(Keypoint text descriptions)
+ + + + +

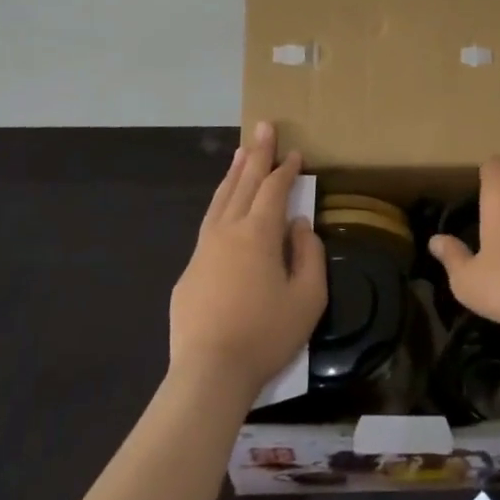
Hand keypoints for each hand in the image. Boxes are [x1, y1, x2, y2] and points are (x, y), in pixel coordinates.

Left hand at [168, 123, 326, 403]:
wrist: (208, 373)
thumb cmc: (266, 335)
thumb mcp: (308, 298)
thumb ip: (309, 255)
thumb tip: (300, 226)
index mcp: (258, 233)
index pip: (273, 189)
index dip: (286, 169)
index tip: (295, 153)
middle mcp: (228, 230)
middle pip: (243, 182)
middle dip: (257, 154)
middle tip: (263, 126)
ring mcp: (203, 249)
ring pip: (220, 199)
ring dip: (233, 173)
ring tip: (241, 153)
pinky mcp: (189, 272)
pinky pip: (208, 225)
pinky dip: (219, 204)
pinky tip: (223, 207)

+ + + + +

The answer must be the line containing "middle pip: (243, 182)" and every line after it to the end of the data, each set down exactly.

= Exercise response =
middle pip: (243, 182)
middle dip: (257, 154)
middle tip: (263, 126)
ring mcp: (203, 249)
ring pip: (220, 199)
ring dip: (233, 173)
ring tip: (241, 153)
pinky mcp: (189, 272)
pinky pip: (208, 225)
pinky dip: (219, 204)
pinky tip: (223, 207)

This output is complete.